Première

; Shirkers

Les 90s, paradis perdu ? Qu’est-ce qu’un voleur de rêves ? Et pourquoi faire des films ? Les réponses sont dans Shirkers, à voir d’urgence sur Netflix.

- BENJAMIN ROZOVAS

Dans un monde alternatif, Shirkers est ce petit road-movie singapouri­en réalisé en 1992 par une bande d’ados exaltés, constammen­t cité en exemple aux côtés de pépites grunge telles que Clerks ou Slacker pour décrire l’envol du jeune cinéma indé de l’époque.
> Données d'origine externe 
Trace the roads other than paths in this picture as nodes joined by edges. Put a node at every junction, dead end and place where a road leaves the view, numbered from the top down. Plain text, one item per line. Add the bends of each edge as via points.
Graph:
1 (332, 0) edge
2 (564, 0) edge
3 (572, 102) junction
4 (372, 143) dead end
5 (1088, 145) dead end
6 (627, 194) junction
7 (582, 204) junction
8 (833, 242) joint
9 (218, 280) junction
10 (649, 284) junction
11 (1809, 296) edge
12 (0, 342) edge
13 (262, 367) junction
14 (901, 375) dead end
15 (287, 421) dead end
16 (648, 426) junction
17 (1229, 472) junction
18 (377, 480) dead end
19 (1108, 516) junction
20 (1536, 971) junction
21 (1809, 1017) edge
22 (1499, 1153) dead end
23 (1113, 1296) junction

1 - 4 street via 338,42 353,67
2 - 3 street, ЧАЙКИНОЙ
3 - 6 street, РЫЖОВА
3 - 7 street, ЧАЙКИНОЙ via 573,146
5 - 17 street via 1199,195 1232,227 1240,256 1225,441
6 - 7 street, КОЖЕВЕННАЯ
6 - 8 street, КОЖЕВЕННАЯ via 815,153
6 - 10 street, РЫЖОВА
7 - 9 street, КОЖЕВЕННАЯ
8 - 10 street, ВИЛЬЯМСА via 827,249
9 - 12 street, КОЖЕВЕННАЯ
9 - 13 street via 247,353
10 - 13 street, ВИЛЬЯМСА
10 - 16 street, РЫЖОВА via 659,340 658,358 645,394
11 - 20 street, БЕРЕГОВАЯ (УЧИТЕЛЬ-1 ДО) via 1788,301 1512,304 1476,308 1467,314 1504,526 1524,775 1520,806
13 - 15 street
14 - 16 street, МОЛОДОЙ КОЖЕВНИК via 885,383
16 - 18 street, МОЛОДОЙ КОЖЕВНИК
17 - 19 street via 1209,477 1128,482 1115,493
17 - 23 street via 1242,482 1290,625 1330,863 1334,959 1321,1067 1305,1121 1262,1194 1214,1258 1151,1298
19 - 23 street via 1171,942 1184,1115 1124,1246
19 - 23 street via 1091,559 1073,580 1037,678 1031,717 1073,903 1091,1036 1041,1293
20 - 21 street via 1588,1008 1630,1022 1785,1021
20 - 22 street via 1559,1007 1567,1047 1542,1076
Découvert à Cannes, il propulsa sa scénariste Sandi Tan (geek asociale de 18 ans, fan de Lynch et Jarmusch) à l’avant-garde de ce qu’on appela le nouveau cinéma malaisien... On ne le saura jamais vraiment, mais voilà ce qui aurait pu se passer. La réalité est plus dingue : Sandi et ses copines ont bien mis leurs tripes, leur argent et leur jeunesse dans une rêverie itinérante sur les trottoirs et les sentiers de Singapour (une île qui se parcourt en à peine quarante minutes), mais le seul adulte admis dans l’aventure, un homme blanc lunatique d’un certain âge prénommé George, accessoire­ment réalisateu­r du film, s’est tiré à l’autre bout du monde avec l’intégralit­é des bobines, faisant de Shirkers un mythe local et une blessure immense. Symbolique­ment amputée de sa jeunesse et de ses rêves, Sandi consacra les vingt années suivantes à se reconstrui­re en sens inverse (critique de films, puis étudiante en cinéma). Jusqu’à ce que la mort inattendue de George réveille le fantôme de Shirkers... Coloré, tripal, assemblé dans l’esprit collage et fanzineux de l’époque, ce Shirkers- là (avec des morceaux muets du Shirkers original, George ayant perdu l’audio) est un essai cathartiqu­e sur la mémoire où le cinéma joue le rôle de grand témoin. L’histoire de quelques filles enfermées à l’intérieur d’une image, qui réussissen­t enfin à se projeter le film entier. Un truc inouï.